Weekly Analysis: The entire last week price action was incredibly choppy and no advances were made by either side. Overall the pair moved sideways and all directional moves were quickly reversed.
The pair was trapped between 1.1450 resistance and 1.1335 support for more than a week and this increases the probability of a breakout in the near future, probably this week. The latest impulse is bullish but from a longer term perspective the pair is ranging, without a clear trend. The oscillators are overbought and 1.1450 is proving to be a strong barrier so we slightly favor a bearish breakout but for that to happen, the first hurdle is the bullish trend line seen in on the chart above. If this line and 1.1335 are broken, we expect a bearish week, with price moving closer to the 50 period Exponential Moving Average.
Monday the Fed will hold an unexpected Meeting under “Expedited Procedures”, with the main topic being Interest Rates. High volatility is very possible but the actual impact is not known, thus caution is recommended. Wednesday the U.S. Retail Sales are released, showing changes in the total value of purchases made by consumers at retail outlets. This kind of sales represents a major part of the entire consumer spending and usually a better than expected value is beneficial for the US Dollar.

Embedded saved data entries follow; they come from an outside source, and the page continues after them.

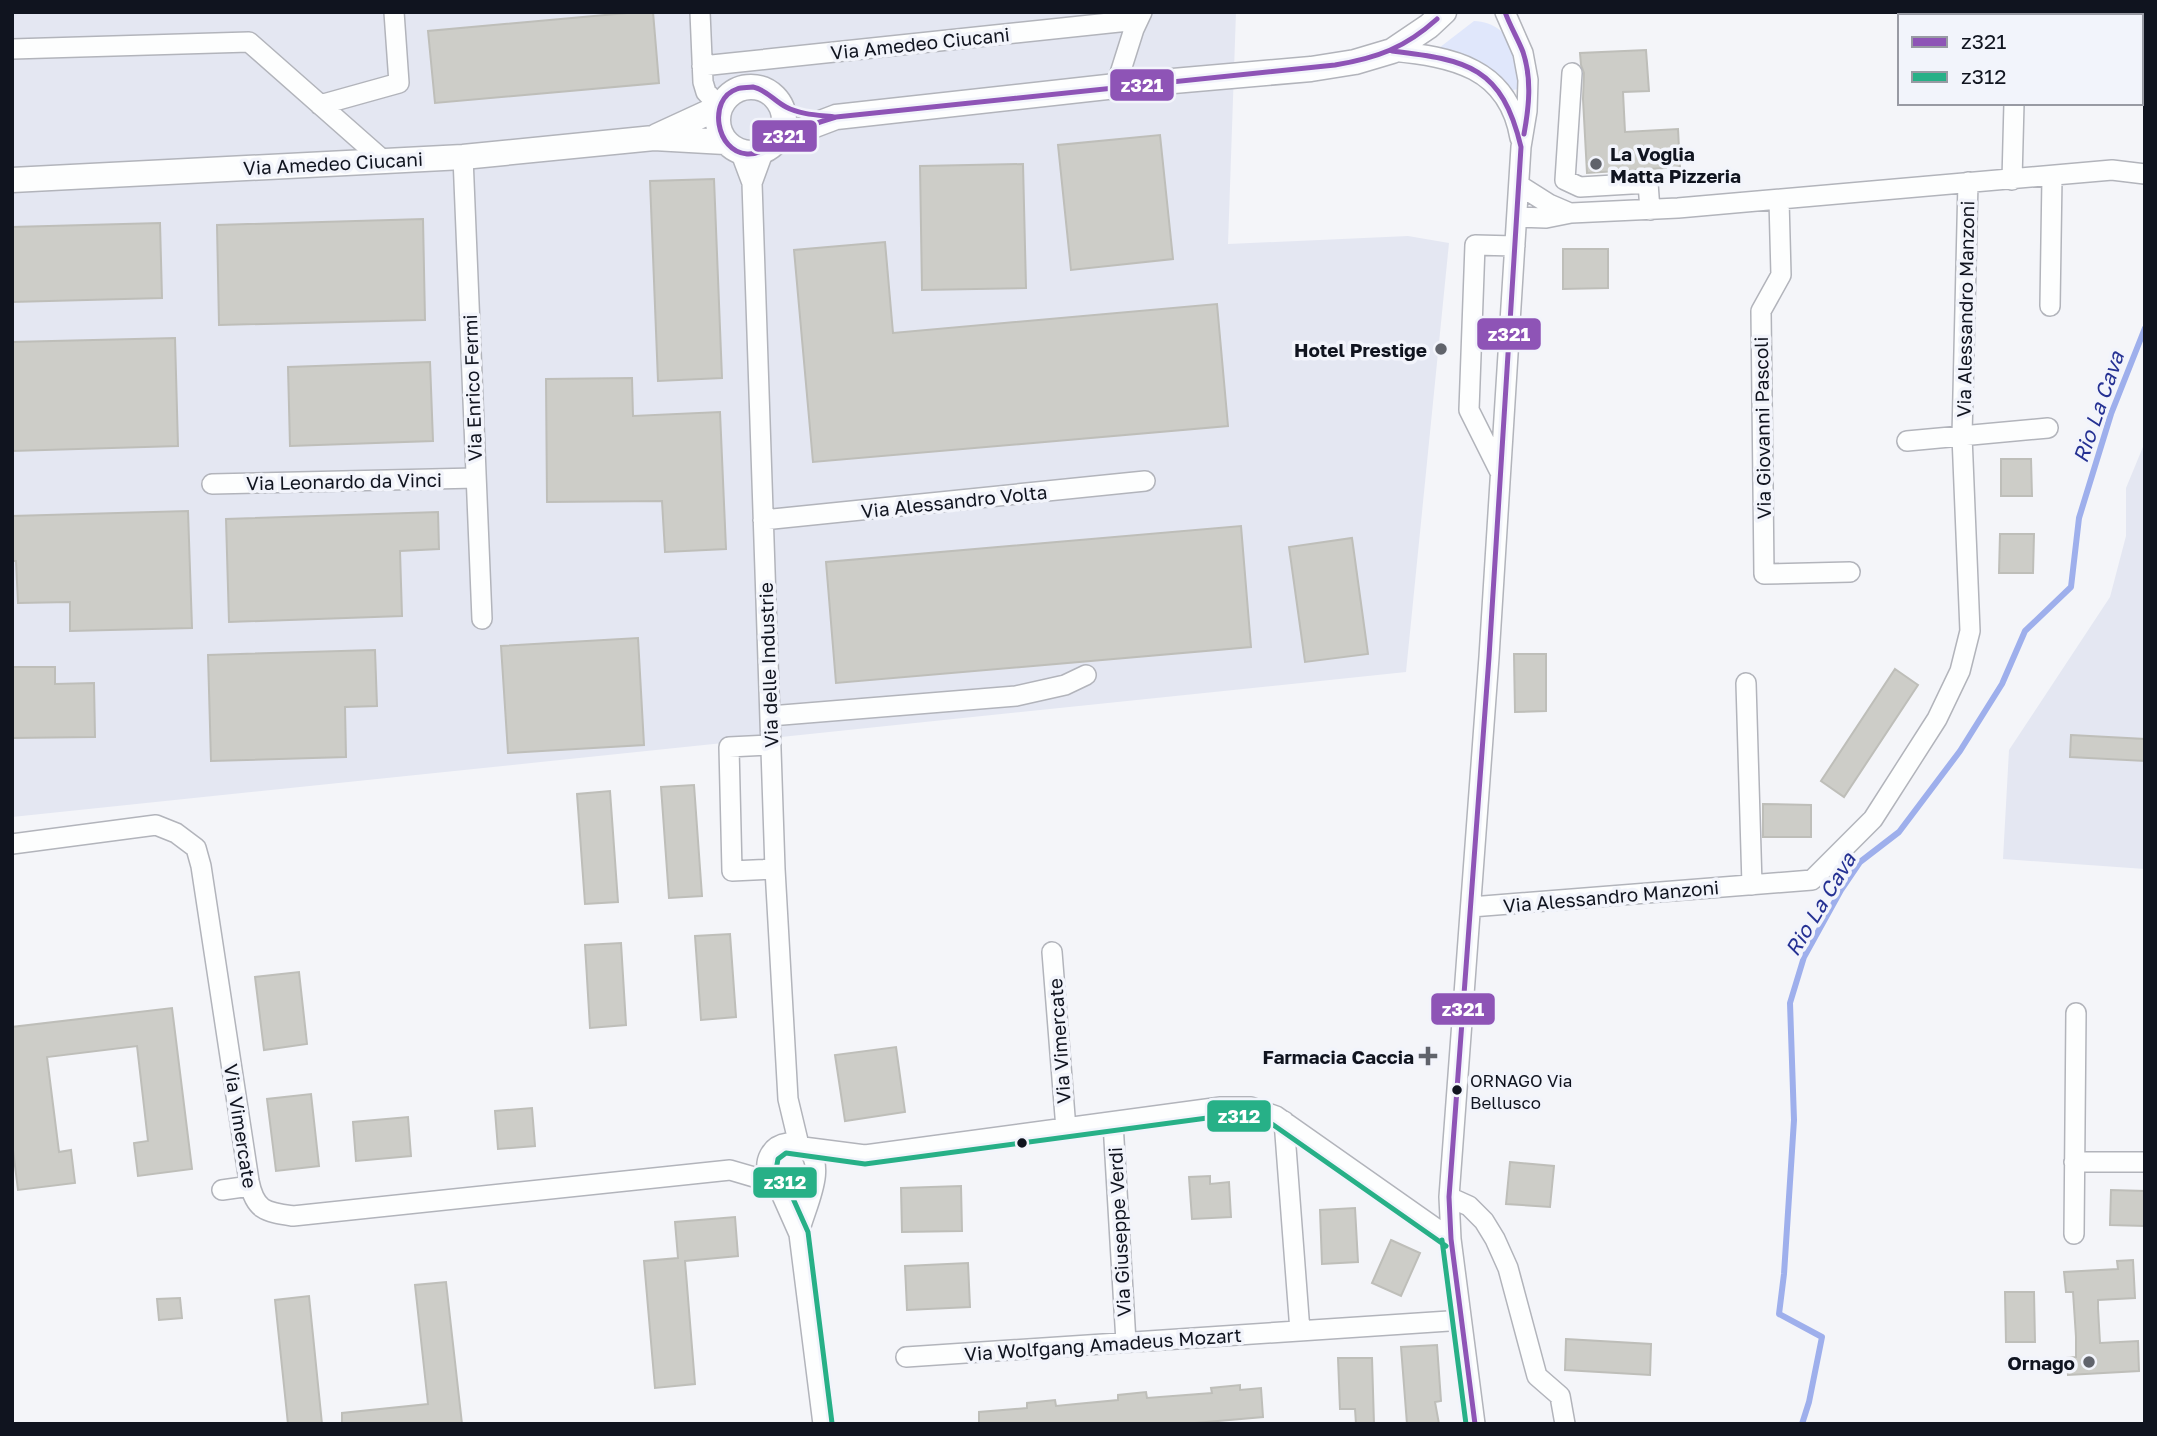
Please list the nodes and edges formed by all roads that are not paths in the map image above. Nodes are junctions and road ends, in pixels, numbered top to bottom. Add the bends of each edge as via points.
1 (394, 12) edge
2 (701, 12) edge
3 (1444, 12) edge
4 (1140, 16) edge
5 (1502, 16) edge
6 (12, 50) edge
7 (1392, 51) junction
8 (702, 66) junction
9 (1572, 73) dead end
10 (1116, 86) junction
11 (779, 103) junction
12 (320, 105) junction
13 (2014, 105) edge
14 (720, 107) junction
15 (836, 117) junction
16 (654, 138) junction
17 (752, 146) junction
18 (1521, 147) junction
19 (463, 158) junction
20 (384, 161) junction
21 (2143, 173) edge
22 (2052, 177) junction
23 (12, 180) edge
24 (2012, 180) junction
25 (1968, 182) junction
26 (1519, 185) junction
27 (1779, 200) junction
28 (1650, 210) junction
29 (1572, 213) junction
30 (1517, 217) junction
31 (1515, 246) junction
32 (2050, 306) dead end
33 (2048, 428) dead end
34 (1962, 436) junction
35 (1907, 441) dead end
36 (1501, 475) junction
37 (476, 478) junction
38 (1145, 481) dead end
39 (212, 484) dead end
40 (763, 520) junction
41 (1850, 572) dead end
42 (482, 619) dead end
43 (1086, 675) dead end
44 (1746, 683) dead end
45 (770, 716) junction
46 (771, 746) junction
47 (12, 844) edge
48 (775, 869) junction
49 (1752, 885) junction
50 (1471, 907) junction
51 (1052, 952) dead end
52 (2076, 1013) dead end
53 (1284, 1121) junction
54 (1113, 1123) junction
55 (1066, 1129) junction
56 (801, 1146) junction
57 (771, 1153) junction
58 (2074, 1162) junction
59 (2145, 1162) edge
60 (730, 1170) junction
61 (815, 1174) junction
62 (250, 1186) junction
63 (775, 1186) junction
64 (222, 1189) dead end
65 (1449, 1197) junction
66 (799, 1234) junction
67 (2074, 1234) dead end
68 (1451, 1239) junction
69 (1449, 1321) dead end
70 (1300, 1331) junction
71 (1126, 1342) junction
72 (906, 1357) dead end
73 (823, 1424) edge
74 (1475, 1424) edge
75 (1565, 1424) edge

1 - 12 street via 399,83
2 - 8 street
3 - 7 main road, Via Amedeo Ciucani
4 - 8 street, Via Amedeo Ciucani
4 - 10 street
5 - 18 street via 1523,54 1528,80
6 - 12 street via 249,42
7 - 10 main road, Via Amedeo Ciucani via 1311,69
7 - 18 street via 1439,56 1478,72 1509,106
8 - 14 street via 704,89
9 - 28 street via 1566,180 1580,187 1648,183
10 - 15 main road, Via Amedeo Ciucani
11 - 14 main road, Via Amedeo Ciucani via 766,90 748,87 731,93
11 - 15 main road, Via Amedeo Ciucani
11 - 17 main road via 784,123
12 - 20 street
13 - 24 street
14 - 16 main road, Via Amedeo Ciucani
14 - 17 main road via 718,127
15 - 17 main road, Via Amedeo Ciucani
16 - 17 main road, Via Amedeo Ciucani
16 - 19 main road, Via Amedeo Ciucani
17 - 40 street, Via delle Industrie
18 - 26 street
19 - 20 main road, Via Amedeo Ciucani
19 - 37 street, Via Enrico Fermi
20 - 23 main road, Via Amedeo Ciucani
21 - 22 street via 2112,170
22 - 24 street
22 - 32 street
24 - 25 street
25 - 27 street
25 - 34 street, Via Alessandro Manzoni
26 - 29 street
26 - 30 street
27 - 28 street
27 - 41 street, Via Giovanni Pascoli via 1781,275 1761,311 1764,574
28 - 29 street
29 - 30 street
30 - 31 street
31 - 36 street
31 - 36 street via 1475,244 1469,410
33 - 34 street, Via Alessandro Manzoni
34 - 35 street, Via Alessandro Manzoni
34 - 49 street, Via Alessandro Manzoni via 1970,631 1960,671 1937,719 1873,819 1812,880
36 - 50 street
37 - 39 street, Via Leonardo da Vinci
37 - 42 street, Via Enrico Fermi
38 - 40 street, Via Alessandro Volta
40 - 45 street, Via delle Industrie
43 - 45 street via 1065,685 1016,696
44 - 49 street
45 - 46 street, Via delle Industrie
46 - 48 street, Via delle Industrie
46 - 48 street via 729,747 732,857 733,870
47 - 62 street, Via Vimercate via 156,825 176,832 196,848
48 - 56 street, Via delle Industrie via 788,1099
49 - 50 street, Via Alessandro Manzoni
50 - 65 street
51 - 55 street, Via Vimercate
52 - 58 street
53 - 54 street, Via Vimercate via 1261,1109 1241,1106
53 - 68 street, Via Vimercate
53 - 70 street
54 - 55 street, Via Vimercate
54 - 71 street, Via Giuseppe Verdi
55 - 56 street, Via Vimercate via 865,1155
56 - 57 street via 782,1145
56 - 61 street via 814,1160
57 - 60 street, Via Vimercate
57 - 63 street via 766,1168
58 - 59 street
58 - 67 street
60 - 62 street, Via Vimercate via 293,1216 266,1212
60 - 63 street, Via Vimercate
61 - 63 street via 798,1192
61 - 66 street
62 - 64 street
63 - 66 street
65 - 68 street
65 - 75 street via 1469,1206 1496,1239 1537,1376 1560,1395
66 - 73 street
68 - 74 street
69 - 70 street, Via Wolfgang Amadeus Mozart
70 - 71 street, Via Wolfgang Amadeus Mozart
71 - 72 street, Via Wolfgang Amadeus Mozart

Thursday we remain on the US Dollar side for the release of the U.S. Consumer Price Index, which is one of the main gauges of inflation and usually has a strong impact on the greenback, with higher numbers strengthening it. Eurozone’s Final CPI is also released Thursday but this is the least important version of the indicator and usually doesn’t have a tremendous impact; nonetheless, higher numbers can strengthen the Euro.

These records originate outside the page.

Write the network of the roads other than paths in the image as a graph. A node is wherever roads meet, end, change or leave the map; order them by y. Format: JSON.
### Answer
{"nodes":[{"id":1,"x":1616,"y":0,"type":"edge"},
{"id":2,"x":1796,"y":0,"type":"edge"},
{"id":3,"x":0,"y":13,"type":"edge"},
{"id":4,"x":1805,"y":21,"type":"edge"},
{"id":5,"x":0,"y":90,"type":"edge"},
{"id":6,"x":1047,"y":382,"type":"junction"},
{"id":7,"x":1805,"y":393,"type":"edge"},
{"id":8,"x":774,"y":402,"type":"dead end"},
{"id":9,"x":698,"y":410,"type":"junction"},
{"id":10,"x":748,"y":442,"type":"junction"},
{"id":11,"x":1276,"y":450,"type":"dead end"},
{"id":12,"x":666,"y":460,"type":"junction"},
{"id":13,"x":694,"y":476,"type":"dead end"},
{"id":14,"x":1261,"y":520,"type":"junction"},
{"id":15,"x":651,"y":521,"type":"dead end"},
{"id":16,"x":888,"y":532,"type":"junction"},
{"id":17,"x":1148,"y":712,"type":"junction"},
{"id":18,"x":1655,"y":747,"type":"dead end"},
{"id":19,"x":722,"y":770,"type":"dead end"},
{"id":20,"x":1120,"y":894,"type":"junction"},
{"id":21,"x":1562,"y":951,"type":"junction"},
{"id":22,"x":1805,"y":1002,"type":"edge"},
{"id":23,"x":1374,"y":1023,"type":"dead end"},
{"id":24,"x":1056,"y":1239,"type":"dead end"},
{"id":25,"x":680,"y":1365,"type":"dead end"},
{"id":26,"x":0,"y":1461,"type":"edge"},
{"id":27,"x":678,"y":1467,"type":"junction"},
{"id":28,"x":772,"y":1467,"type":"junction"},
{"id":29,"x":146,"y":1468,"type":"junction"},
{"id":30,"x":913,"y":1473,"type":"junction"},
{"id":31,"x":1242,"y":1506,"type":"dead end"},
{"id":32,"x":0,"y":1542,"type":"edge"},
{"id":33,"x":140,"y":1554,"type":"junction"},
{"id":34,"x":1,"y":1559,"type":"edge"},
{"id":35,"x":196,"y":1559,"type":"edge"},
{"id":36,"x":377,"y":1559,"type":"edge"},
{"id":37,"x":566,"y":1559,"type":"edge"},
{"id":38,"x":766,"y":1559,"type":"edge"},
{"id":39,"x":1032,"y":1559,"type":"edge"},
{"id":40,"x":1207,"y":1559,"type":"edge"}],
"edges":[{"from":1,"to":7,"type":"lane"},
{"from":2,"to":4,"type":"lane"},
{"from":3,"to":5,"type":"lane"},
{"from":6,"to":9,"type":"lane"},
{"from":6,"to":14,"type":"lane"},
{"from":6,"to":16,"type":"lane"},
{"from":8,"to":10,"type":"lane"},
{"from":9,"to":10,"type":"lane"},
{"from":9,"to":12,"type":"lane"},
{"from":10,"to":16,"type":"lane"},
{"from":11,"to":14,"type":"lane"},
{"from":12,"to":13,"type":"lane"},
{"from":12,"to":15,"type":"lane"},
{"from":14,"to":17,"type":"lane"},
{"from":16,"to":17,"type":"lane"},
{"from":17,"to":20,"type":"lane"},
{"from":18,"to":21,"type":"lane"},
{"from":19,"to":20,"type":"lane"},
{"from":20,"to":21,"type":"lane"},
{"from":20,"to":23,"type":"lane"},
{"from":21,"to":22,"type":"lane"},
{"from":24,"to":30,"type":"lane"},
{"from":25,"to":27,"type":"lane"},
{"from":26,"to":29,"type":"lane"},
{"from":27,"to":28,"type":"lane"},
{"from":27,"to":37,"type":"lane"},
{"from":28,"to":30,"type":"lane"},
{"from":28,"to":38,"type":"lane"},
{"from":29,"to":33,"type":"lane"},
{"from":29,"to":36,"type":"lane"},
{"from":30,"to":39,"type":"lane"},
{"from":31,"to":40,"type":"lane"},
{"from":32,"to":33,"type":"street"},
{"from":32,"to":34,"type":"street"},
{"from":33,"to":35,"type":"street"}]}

Friday’s main event is the release of the University of Michigan Consumer Sentiment, a survey that offers insights into the opinions of consumers regarding current and future economic conditions; higher numbers show that consumer spending is likely to increase in the future and usually generate greenback strength.
The British economic data released throughout last week was rather mixed but the Pound weakened against the US Dollar, bouncing lower at the 50 days Exponential Moving Average and breaking out of a triangle chart pattern.
Although the bears managed to take price outside the triangle chart pattern, the important support at 1.4050 is hindering further advances to the downside. If this level is broken soon, we expect the pair to head into the previous low located at 1.3835 but if another bounce occurs at this area, probably the 50 period Exponential Moving Average is the next destination. The oscillators don’t offer a lot of hints about future direction and overall the balance of power is fragile.
Tuesday the United Kingdom will release the Consumer Price Index, which shows changes in inflation and also has a strong impact on the Pound under usual circumstances; since the current value is considered too low, an increase would be beneficial for the Pound.
The second and last notable event of the week is the Bank of England interest rate decision scheduled Thursday. No change is anticipated for a relatively long period but the announcement can create volatile movement on Pound related pairs. At the same time BoE will release a summary of the Monetary Policy meeting, showing the reasons that determined the rate decision and also a breakdown of the members’ votes on the rate. This cluster of events is likely to generate irregular movement, thus we recommend caution.